Poi arrivano, uno dopo l’altro, stancamente, e dalla foga che ci mettono, una pizza piegata in due e infilata in bocca, sembrano non notare la differenza: non avete senso poetico, dico io. Ridono, quindi mio figlio sputa pezzi di salsiccia, ma io non sono mai stata così seria. La pizza va mangiata caldissima, la pasta va mangiata appena scolata, un attimo dopo che i piatti sono stati riempiti. Bisogna essere già seduti a tavola, praticamente con le forchette a mezz’aria, bisogna essere pronti, e soprattutto non bisogna disunirsi.

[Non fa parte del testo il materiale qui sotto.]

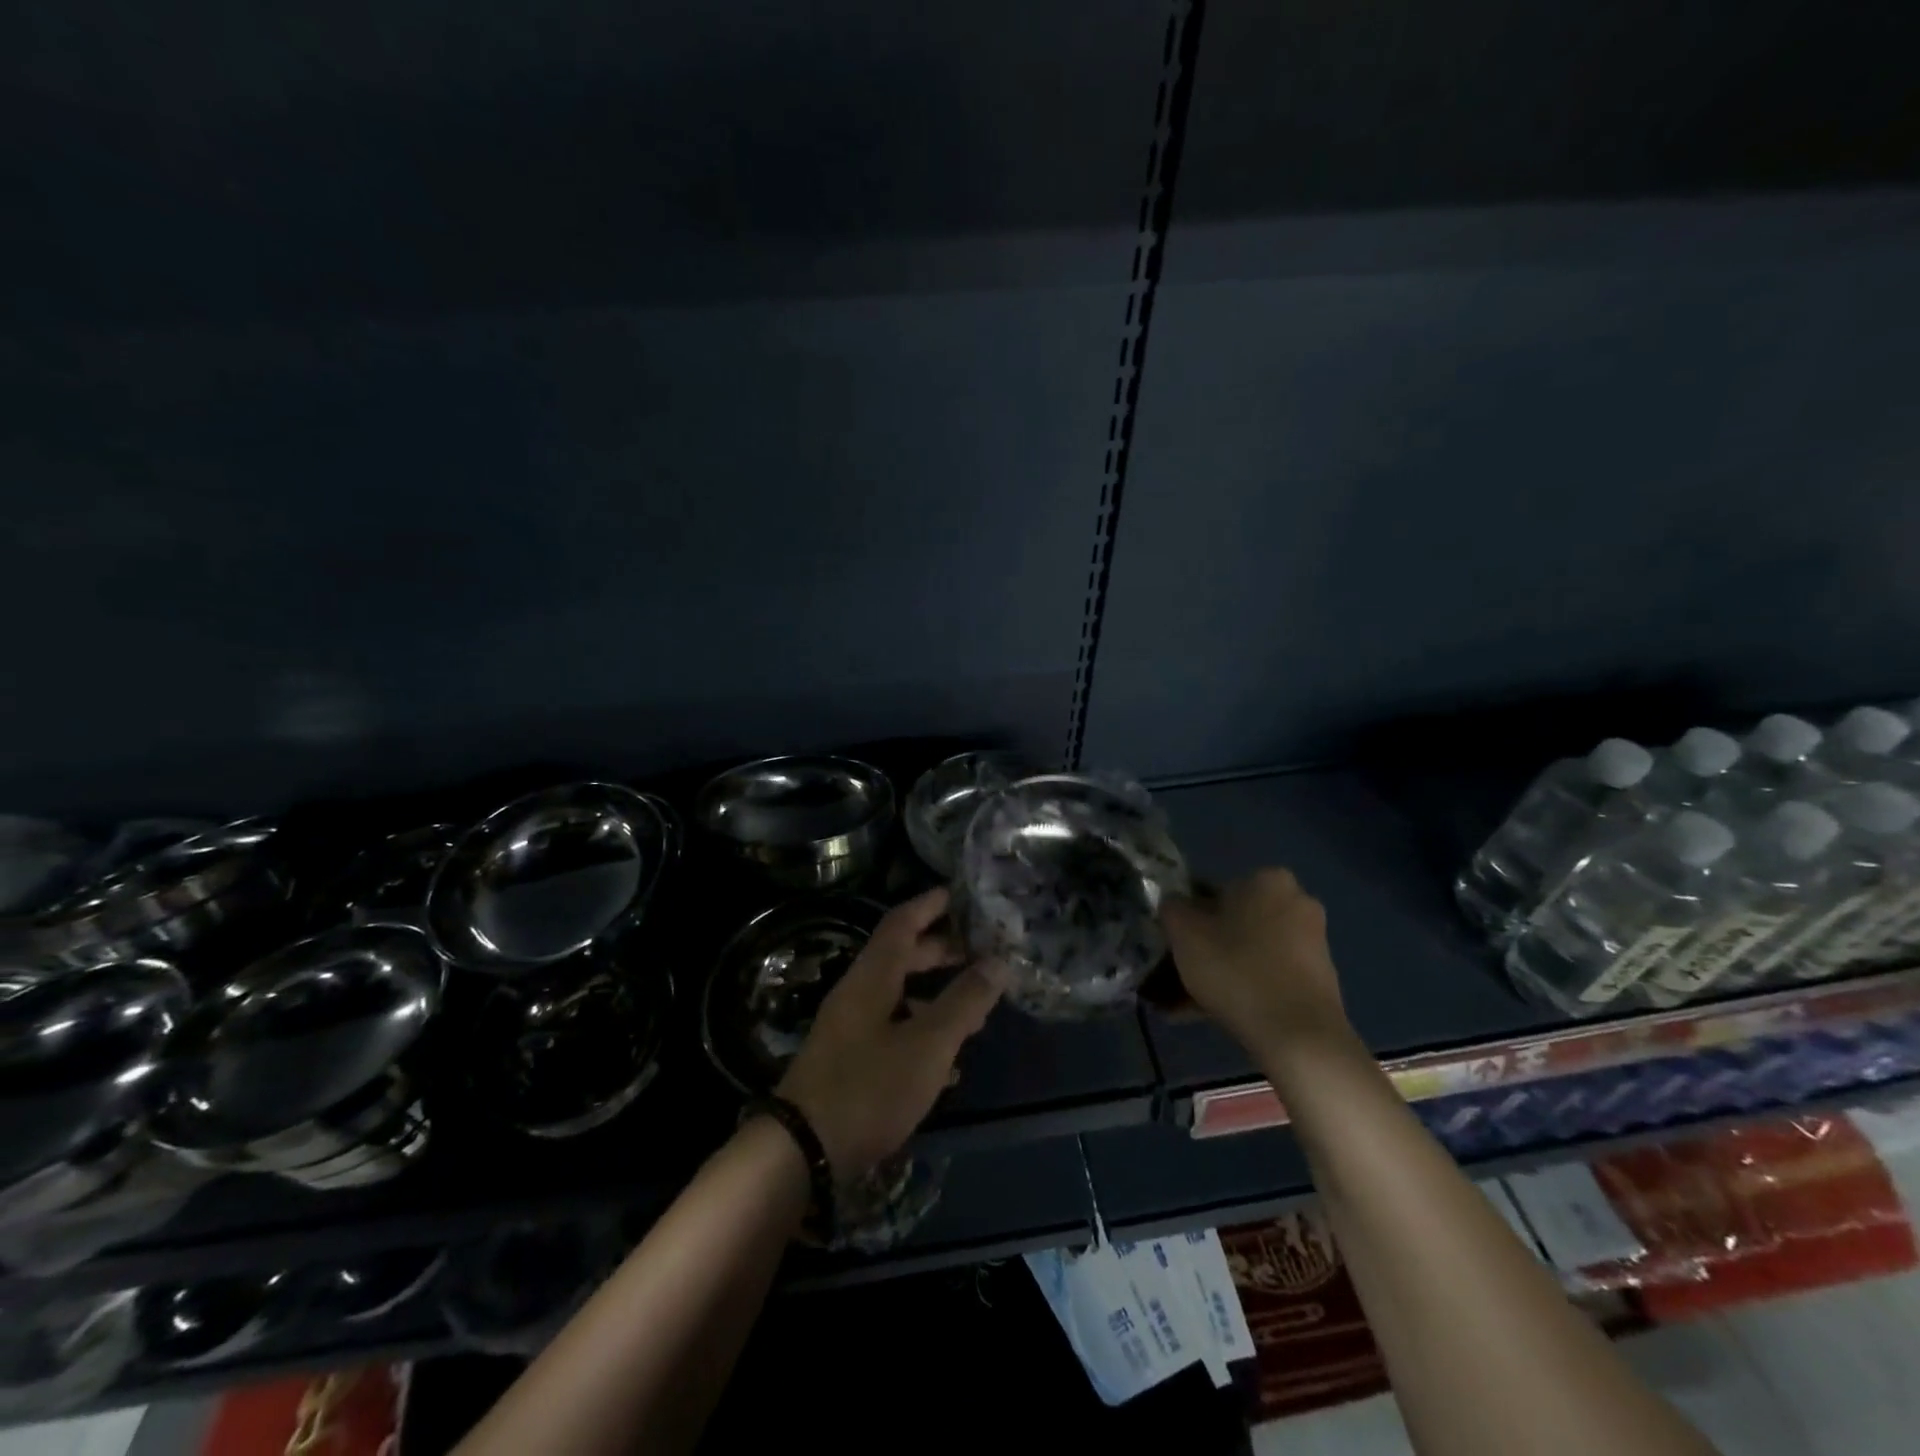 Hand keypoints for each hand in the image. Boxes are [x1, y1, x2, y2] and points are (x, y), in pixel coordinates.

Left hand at [776, 888, 1006, 1178]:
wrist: (802, 1151)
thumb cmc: (869, 1086)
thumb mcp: (927, 1044)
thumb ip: (964, 1001)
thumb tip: (999, 961)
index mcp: (872, 976)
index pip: (902, 922)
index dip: (930, 904)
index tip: (960, 894)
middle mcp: (858, 993)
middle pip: (902, 957)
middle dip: (941, 951)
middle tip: (980, 951)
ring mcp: (851, 1029)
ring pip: (899, 996)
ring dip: (935, 995)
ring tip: (974, 1008)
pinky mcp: (850, 1062)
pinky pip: (893, 1031)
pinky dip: (922, 1032)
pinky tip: (948, 1062)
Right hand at [1160, 869, 1351, 1065]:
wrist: (1298, 1036)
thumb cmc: (1236, 969)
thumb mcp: (1183, 932)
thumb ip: (1172, 908)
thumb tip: (1175, 906)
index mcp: (1267, 879)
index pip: (1213, 891)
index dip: (1188, 919)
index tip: (1175, 947)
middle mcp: (1296, 901)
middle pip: (1234, 922)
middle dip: (1207, 947)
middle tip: (1180, 976)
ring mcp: (1313, 942)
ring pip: (1250, 951)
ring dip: (1221, 971)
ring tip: (1189, 1006)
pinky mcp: (1320, 978)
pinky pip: (1269, 975)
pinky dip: (1244, 988)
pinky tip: (1215, 1015)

Sennò che succede?, mi provoca mio figlio. “Sennò è brutto”, rispondo io, e vado a cercare, ma solo dopo aver finito la pizza, una poesia di Patrizia Cavalli per dirlo, visto che le mie parole sono inefficaci.
Butta la pasta, arrivo!
Ah che gioia, mi danno da mangiare.
L’acqua però non bolle, non ancora.
Che qualcuno stia lì a scaldare
l’acqua e poi arrivare in tempo
prima che la pasta scuocia
o che magari sia diventata fredda,
in quel momento esatto sempre
un po’ isterico, sì proprio in quel momento
quasi sacro della scolatura,
questa fretta felice prima o poi,
anche ai più disgraziati,
a tutti tocca.
Leggo la poesia tra i cartoni di pizza semivuoti, e in effetti mio figlio dopo qualche secondo di riflessione dice che mi riconosce in quel “momento esatto sempre un po’ isterico”. Quando era piccolo mi dava sempre ragione. Per consolarmi, mangio tutte le croste di pizza fredde rimaste nei piatti.